As you begin learning about how to eat healthy and to fix your diet, you will start hearing about figuring out how much protein, carbohydrates (carbs), and fat you should be eating. When you hear the term “counting macros,” it is referring to calculating these numbers in the food that you are eating. Determining the number of macros that you should be eating vs what you are eating is a lot of work.

If you’re just beginning to get your diet in order, you should not worry too much about these numbers. The top thing you should be worried about is how many calories you are eating vs how many calories you should be eating. If you should be eating 2000 calories a day, then focus on eating 2000 calories (or less) a day in order to lose weight - counting macros is not going to significantly make a difference in your initial weight loss.

As you get into shape, and get to a weight that you feel comfortable with, looking at your macros is something that you can begin to do a bit more. However, there’s absolutely no reason to overdo it. If you’re going to try to be a bodybuilder, or some other professional where your body has to look perfect, then you may need to worry more about the macros that you’re getting in your body - for most people that’s not the case.

The top macro that you should start to figure out is how much protein that you’re getting into your body. Protein is an important macro because protein will make you feel fuller, and it will help you to build muscle. Even if your goal isn’t to build muscle, you should still make sure you’re getting enough protein so that you’re not hungry all the time.

If you’re not looking to build muscle (just lose weight), then you should aim to get .5 gram of protein per pound of body weight that you’re trying to achieve. So if your goal is to get to 200 pounds, then you should aim for 100g of protein per day. If you want to build muscle, then you should be aiming for closer to 1 gram of protein per pound of body weight, or 200g of protein in our example.
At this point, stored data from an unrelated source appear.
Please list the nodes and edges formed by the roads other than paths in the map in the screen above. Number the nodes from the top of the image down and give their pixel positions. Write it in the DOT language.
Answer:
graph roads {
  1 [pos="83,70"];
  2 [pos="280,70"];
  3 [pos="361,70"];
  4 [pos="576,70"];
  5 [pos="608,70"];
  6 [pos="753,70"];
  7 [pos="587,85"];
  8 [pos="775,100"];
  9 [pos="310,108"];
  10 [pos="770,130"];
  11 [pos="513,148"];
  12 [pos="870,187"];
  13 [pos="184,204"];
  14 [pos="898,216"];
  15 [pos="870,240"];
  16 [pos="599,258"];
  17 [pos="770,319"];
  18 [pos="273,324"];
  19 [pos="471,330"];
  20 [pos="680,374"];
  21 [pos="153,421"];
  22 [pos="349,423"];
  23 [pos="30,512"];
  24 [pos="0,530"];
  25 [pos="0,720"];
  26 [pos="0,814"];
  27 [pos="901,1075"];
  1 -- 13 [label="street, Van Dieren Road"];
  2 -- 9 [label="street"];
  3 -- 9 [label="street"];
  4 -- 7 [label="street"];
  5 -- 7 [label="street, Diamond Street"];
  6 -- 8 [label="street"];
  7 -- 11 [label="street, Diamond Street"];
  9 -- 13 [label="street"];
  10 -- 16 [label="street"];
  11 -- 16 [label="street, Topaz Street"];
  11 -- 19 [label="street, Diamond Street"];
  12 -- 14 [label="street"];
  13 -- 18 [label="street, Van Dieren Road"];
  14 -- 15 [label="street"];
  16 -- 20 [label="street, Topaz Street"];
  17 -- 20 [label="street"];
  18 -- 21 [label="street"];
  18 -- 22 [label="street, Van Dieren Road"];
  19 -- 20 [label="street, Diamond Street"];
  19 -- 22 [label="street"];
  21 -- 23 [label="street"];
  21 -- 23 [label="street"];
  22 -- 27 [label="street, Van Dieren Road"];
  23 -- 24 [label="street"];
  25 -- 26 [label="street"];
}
While this may seem like a lot of protein, it’s actually not too hard to achieve.

There are plenty of foods to get protein in besides just meat. Egg whites, beans, and spinach are a few simple examples of foods that have good amounts of protein in them - there are lots of others as well. When you’re trying to figure out which foods to eat, find items that have lower calories, and have plenty of protein per serving when you can. You’ll find that you can get your protein in without issue.

By focusing your macros on protein, your other macros will simply fall into place and they’ll be generally in place where they should be. You don’t have to worry about eating too many carbs or too much fat. Focus on calories and protein and eat whatever the other values end up being - you’ll find that you’re likely eating plenty of the other macros.

At some point, you may want to start looking closer at your other macros, but it can be overwhelming to start, and it will not be important to lose weight and get down to a healthy weight. Focus on calories and protein in order to lose weight and to fuel your body with healthy foods.

Don’t overdo your diet - it doesn’t have to be complicated. Start simply, get yourself to where you want to be, and then learn about the macros as you go along.